The Dictionary of Lost Words(16)
MOLLIFY
‘To mollify, by these indulgences, the rage of his most furious persecutors.’
David Hume, The History of Great Britain, 1754
I thought on it. ‘You were trying to make him less angry,’ I said.
‘Yes.’
I thought I’d wet the bed, but when I pulled back the covers, my nightdress and sheets were stained red. I screamed. My hands were sticky with blood. The ache I’d been feeling in my back and belly was suddenly terrifying.
Da burst into my room and looked around in a panic, then he came to my bedside, worry all over his face. When he saw my bloodied nightdress, he was relieved. Then he was awkward.
The mattress gave in to the weight of him as he sat on the edge. He pulled the covers back over me and stroked my cheek. I knew, then, what it was, and was suddenly conscious of myself. I pulled the covers higher and avoided looking at him.
‘I’m sorry,’ I said.
‘Don’t be silly.’
We sat there for an uncomfortable minute, and I knew how much he wished Lily was there.
‘Has Lizzie …’ Da began.
I nodded.
‘Have you got what you need?’
I nodded again.
‘Can I …?’
I shook my head.
Da kissed my cheek and stood. ‘French toast this morning,’ he said, closing the door as if I were an invalid, or a sleeping baby. But I was fourteen.
I waited to hear his footsteps on the stairs before letting go of the covers and sitting on the edge of the bed. I felt more blood leak from me. In the drawer of my bedside table was a monthlies box that Lizzie had made up especially, with belts and padded napkins she’d sewn from rags. I bunched up the length of my nightdress and held it between my legs.
Da was making a racket in the kitchen, letting me know the coast was clear. With the box under my arm, I crossed the landing to the bathroom and held tighter to the wad of fabric that stopped me from dripping.
No school, Da said. I would spend the day with Lizzie. My eyes welled with the relief of it.
We left the house and began the familiar walk to Sunnyside. As if nothing was different, Da told me a word he was working on and asked me to guess what it meant. I barely knew how to think, and for once I didn’t care. The streets stretched long, and everyone we passed looked at me as if they knew. I walked as though nothing I wore was a good fit.
There was a dampness between my thighs, then the trace of a single drop, like a tear running across a cheek. By the time we were on the Banbury Road, blood was running down the inside of my leg. I felt it seeping into my stockings. I stopped walking, squeezed my legs together, held my hand to the place that was bleeding.
I whimpered. ‘Da?’
He was a few steps ahead. He turned and looked at me, looked down along the length of my body and then around, as if there might be someone better equipped to help. He took my hand, and we walked as fast as we could to Sunnyside.

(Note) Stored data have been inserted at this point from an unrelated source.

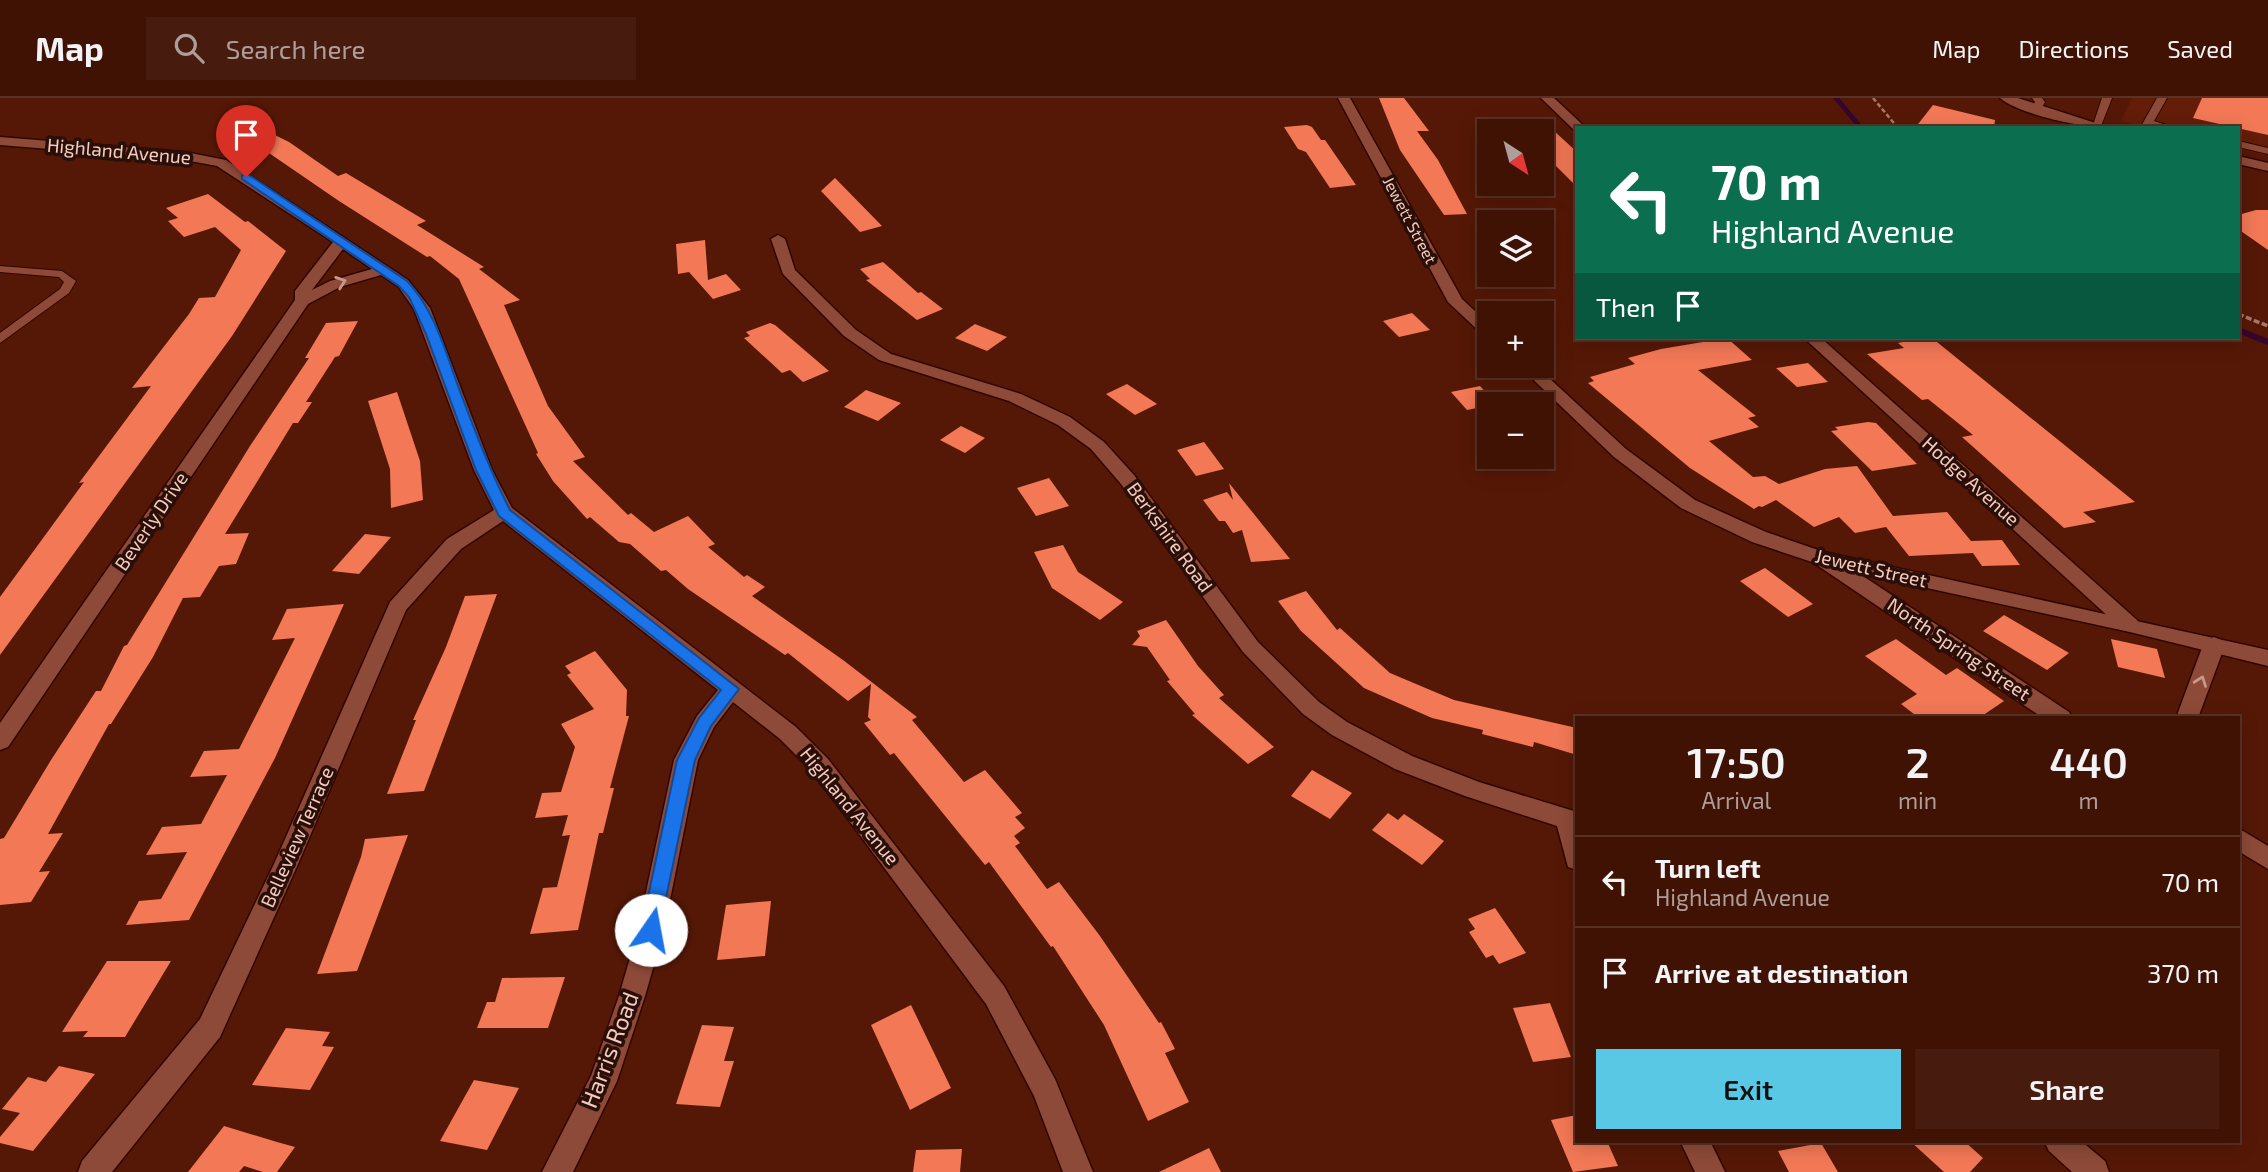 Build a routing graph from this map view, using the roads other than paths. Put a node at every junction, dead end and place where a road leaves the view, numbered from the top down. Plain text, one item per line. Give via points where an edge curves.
1 (1344, 98) edge
2 (1547, 98) edge
3 (2006, 98) edge
4 (2107, 98) edge
5 (2162, 98) edge
6 (2037, 104) edge
7 (2147, 125) edge
8 (1578, 126) edge
9 (2098, 126) edge
10 (2101, 126) edge
11 (0, 141) edge
12 (2240, 144) edge
13 (2268, 151) edge
14 (2240, 160) edge
15 (2268, 167) edge
16 (778, 239) dead end
17 (341, 242) junction
18 (0, 269) edge
19 (383, 270) junction
20 (302, 301) junction
21 (1477, 321) edge
22 (0, 339) edge
23 (1814, 340) edge
24 (1540, 378) edge
25 (504, 512) junction
26 (1821, 558) junction
27 (2130, 625) junction
28 (2214, 645) junction
29 (2268, 658) edge
30 (731, 689) junction
31 (2058, 716) edge
32 (2188, 716) edge
33 (0, 741) edge
34 (1573, 820) edge
35 (2240, 839) edge
36 (1575, 840) edge
37 (2268, 859) edge
38 (1696, 1143) edge
39 (2061, 1143) edge
40 (93, 1172) edge
41 (557, 1172) edge
42 (1078, 1172) edge
43 (1710, 1172) edge
44 (2094, 1172) edge

1 - 21 street, Jewett Street via 1456,302
2 - 8 street
3 - 6 street
4 - 10 lane
5 - 7 lane
6 - 9 street
11 - 17 street, Highland Avenue via 221,163
12 - 13 lane
14 - 15 street
16 - 34 street, Berkshire Road via 788,271 867,347 1035,406 1095,444 1119,467 1186,563 1273,674 1310,707 1387,754 1502,799
17 - 19 street, Highland Avenue
17 - 20 street, Beverly Drive via 303,291
18 - 22 lane via 62,274 70,281 65,291
20 -> 19 street, Beverly Drive via 335,284
19 - 25 street, Highland Avenue via 403,283 422,308 482,470
20 - 33 street, Beverly Drive
23 - 27 street, Hodge Avenue
24 - 26 street, Jewett Street via 1620,453 1688,504 1759,537
25 - 30 street, Highland Avenue
25 - 40 street, Belleview Terrace via 454,544 397,607 211,1028
26 - 27 street, Jewett Street
26 - 31 street, North Spring Street
27 - 28 street, Jewett Street
28 - 29 street, Jewett Street
32 -> 28 street
30 - 41 street, Harris Road via 705,722 686,760 651,930 632,996 603,1081
30 - 42 street, Highland Avenue via 788,733 820,765 995,995 1045,1089
34 - 36 street
35 - 37 street
38 - 43 street
39 - 44 street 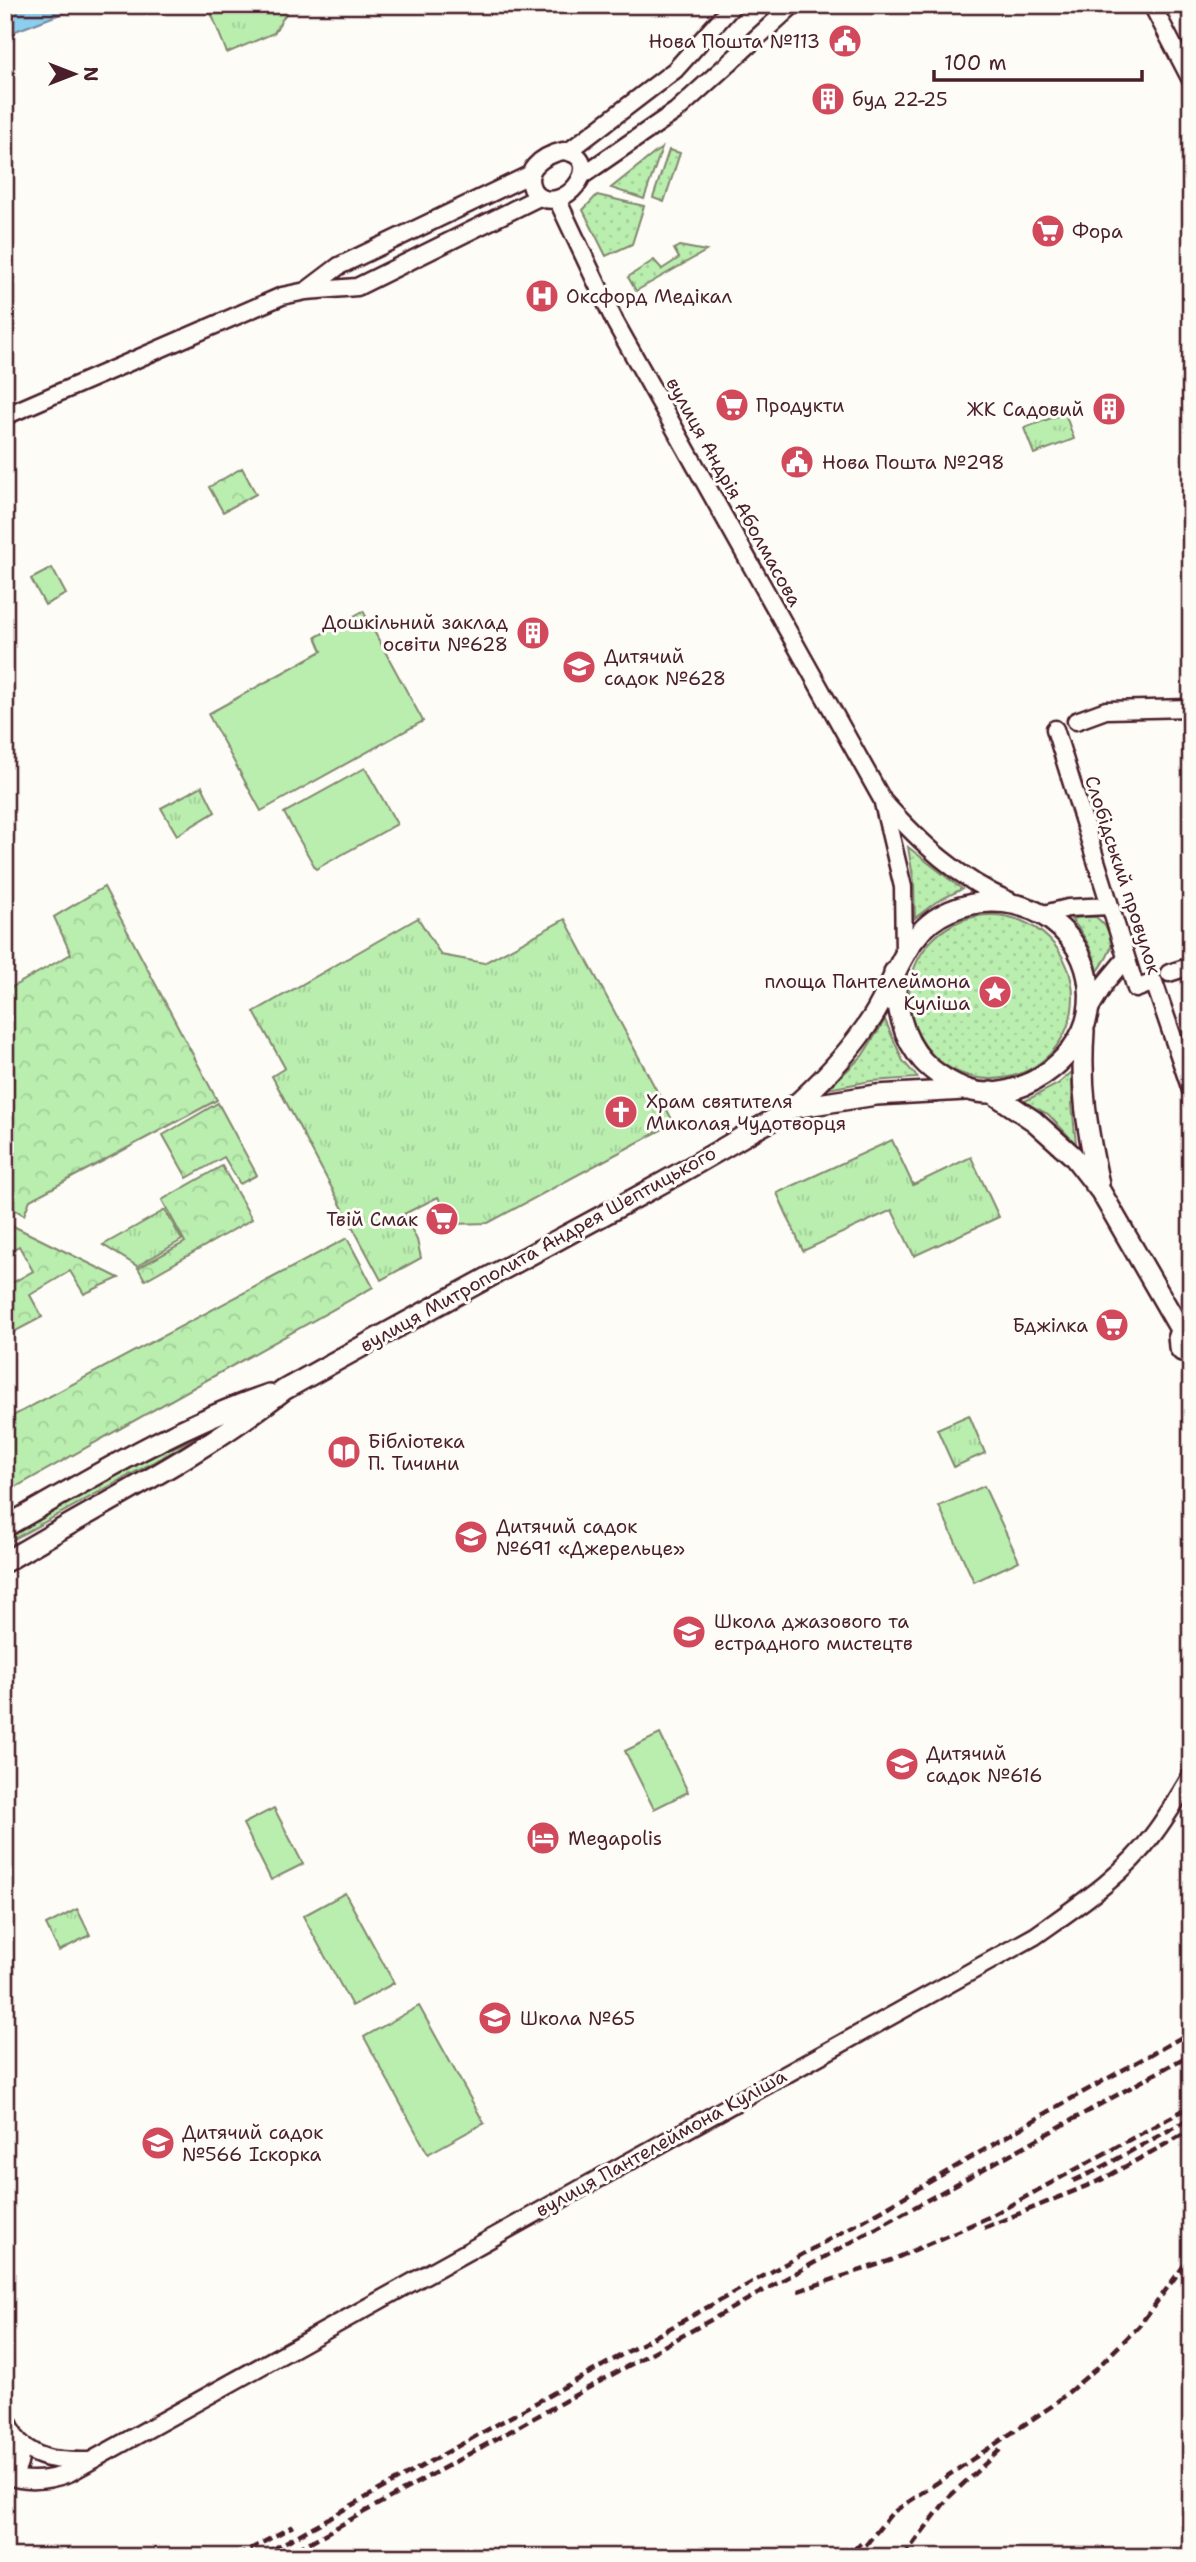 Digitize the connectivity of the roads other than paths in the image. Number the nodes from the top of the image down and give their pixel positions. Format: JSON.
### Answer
{"nodes":[{"id":1,"x":793,"y":5,"type":"edge"},
{"id":2,"x":1152,"y":5,"type":"edge"},
{"id":3,"x":729,"y":9,"type":"edge"},
{"id":4,"x":1191,"y":80,"type":"edge"},
{"id":5,"x":569,"y":151,"type":"junction"},
{"id":6,"x":531,"y":174,"type":"junction"},
{"id":7,"x":583,"y":175,"type":"junction"},
{"id":8,"x":539,"y":197,"type":"junction"},
{"id":9,"x":557,"y":199,"type":"junction"},
{"id":10,"x":306,"y":291,"type":"junction"},
{"id":11,"x":5,"y":416,"type":"edge"},
{"id":12,"x":1191,"y":708,"type":"edge"},
{"id":13,"x":1076,"y":721,"type":"dead end"},
{"id":14,"x":1055,"y":729,"type":"dead end"},
{"id":15,"x":883,"y":801,"type":"junction"},
{"id":16,"x":1018,"y":905,"type":"junction"},
{"id":17,"x":1109,"y":906,"type":"junction"},
{"id":18,"x":1044,"y":914,"type":"junction"},
{"id":19,"x":904,"y":953,"type":"junction"},
{"id":20,"x":1126,"y":958,"type":"junction"},
{"id":21,"x":1191,"y":966,"type":"edge"},
{"id":22,"x":894,"y":972,"type":"junction"},
{"id":23,"x":1169,"y":973,"type":"dead end"},
{"id":24,"x":1086,"y":1018,"type":"junction"},
{"id":25,"x":969,"y":1090,"type":"junction"},
{"id":26,"x":1191,"y":1090,"type":"edge"},
{"id":27,"x":990,"y":1092,"type":"junction"},
{"id":28,"x":793,"y":1108,"type":"junction"},
{"id":29,"x":1101,"y":1192,"type":"junction"},
{"id":30,"x":1186,"y":1330,"type":"edge"},
{"id":31,"x":1191,"y":1352,"type":"edge"},
{"id":32,"x":284,"y":1390,"type":"junction"},
{"id":33,"x":5,"y":1527,"type":"edge"},
{"id":34,"x":5,"y":1562,"type":"edge"},
{"id":35,"x":1191,"y":1776,"type":"edge"},
{"id":36,"x":5,"y":2415,"type":"edge"},
{"id":37,"x":13,"y":2434,"type":"junction"},
{"id":38,"x":90,"y":2460,"type":"junction"},
{"id":39,"x":5,"y":2473,"type":"edge"}],
"edges":[{"from":1,"to":7,"type":"street"},
{"from":2,"to":4,"type":"street"},
{"from":3,"to":5,"type":"street"},
{"from":5,"to":6,"type":"street"},
{"from":5,"to":7,"type":"street"},
{"from":6,"to":8,"type":"street"},
{"from":6,"to":10,"type":"street"},
{"from":7,"to":9,"type":"street"},
{"from":8,"to":9,"type":"street"},
{"from":8,"to":10,"type":"street"},
{"from":9,"to":15,"type":"street","name":"вулиця Андрія Аболмасова"},
{"from":10,"to":11,"type":"street"},
{"from":12,"to":13,"type":"street"},
{"from":14,"to":17,"type":"street","name":"Слобідський провулок"},
{"from":15,"to":16,"type":"street","name":"вулиця Андрія Аболмасова"},
{"from":15,"to":19,"type":"street","name":"вулиця Андрія Аболмасова"},
{"from":16,"to":18,"type":"main road"},
{"from":16,"to":19,"type":"main road"},
{"from":17,"to":18,"type":"street"},
{"from":17,"to":20,"type":"street","name":"Слобідський провулок"},
{"from":18,"to":24,"type":"main road"},
{"from":19,"to":22,"type":"main road"},
{"from":20,"to":24,"type":"street"},
{"from":20,"to":26,"type":"street","name":"Слобідський провулок"},
{"from":21,"to":23,"type":"street"},
{"from":22,"to":25,"type":"main road"},
{"from":22,"to":28,"type":"main road","name":"вулиця Митрополита Андрея Шептицького"},
{"from":24,"to":27,"type":"main road"},
{"from":24,"to":29,"type":"main road"},
{"from":25,"to":27,"type":"main road"},
{"from":25,"to":28,"type":"main road","name":"вулиця Митрополита Андрея Шептицького"},
{"from":27,"to":29,"type":"main road"},
{"from":28,"to":32,"type":"main road","name":"вулиця Митрополита Андрея Шептицького"},
{"from":29,"to":30,"type":"main road"},
{"from":30,"to":31,"type":"main road"},
{"from":32,"to":33,"type":"main road","name":"вулиця Митрополита Андрея Шептицького"},
{"from":32,"to":34,"type":"main road","name":"вулиця Митрополита Андрея Шептицького"},
{"from":35,"to":38,"type":"street","name":"вулиця Пантелеймона Куліша"},
{"from":36,"to":37,"type":"street"},
{"from":37,"to":38,"type":"street"},
{"from":37,"to":39,"type":"street"},
{"from":38,"to":39,"type":"street","name":"вулиця Пантелеймона Куліша"}]}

‘Oh, pet,’ Mrs Ballard said as she ushered me into the kitchen. She nodded at Da, discharging him of any further responsibility. He kissed my forehead, then strode across the garden to the Scriptorium. When Lizzie walked in, she gave me a pitying look then went straight to the range to heat water.
Upstairs, Lizzie removed my clothing and sponged me down. The basin of warm water swirled pink with my humiliation. She showed me again how to fit the belt around my waist and the rags inside it.
‘You didn’t make it thick enough, or tight enough.’ She put me in one of her night shifts and made me get into bed.
‘Must it hurt so much?’ I asked.
‘I guess it must,’ Lizzie said. ‘Though I don’t know why.’
I groaned and Lizzie looked at me with an expression of kindly impatience. ‘It should hurt less over time. The first is often the worst.’
‘Should?’
‘Some ain’t so lucky, but there’re teas to make it better,’ she said. ‘I’ll ask Mrs Ballard if she has yarrow.’
‘How long will it last?’ I asked.
Lizzie was adding my clothes to the basin now. I imagined they’d all stain red and that would be my uniform from now on.
‘A week – maybe less, maybe more,’ she said.
‘A week? Must I stay in bed for a week?’
‘No, no. Just a day. It’s heaviest on the first day, which might be why it hurts so much. After that, it slows down and eventually stops, but you’ll need the rags for about a week.’
Lizzie had told me I would bleed every month, and now she was telling me I would bleed for a week every month and have to stay in bed for a day every month.
‘I’ve never known you to stay in bed, Lizzie,’ I said.
She laughed. ‘I really would have to be dying to spend a day in bed.’
‘But how do you stop it running down your legs?’
‘There are ways, Essymay. But it ain’t right to talk of them to a girl.’
‘But I want to know,’ I said.
She looked at me, her hands in the tub of water; it didn’t disgust her to have my blood on her skin.
‘If you was in service you might need to know, but you ain’t. You’re a little lady, and no one will mind you spending a day in bed every month.’ With that, she picked up the basin and went down the stairs.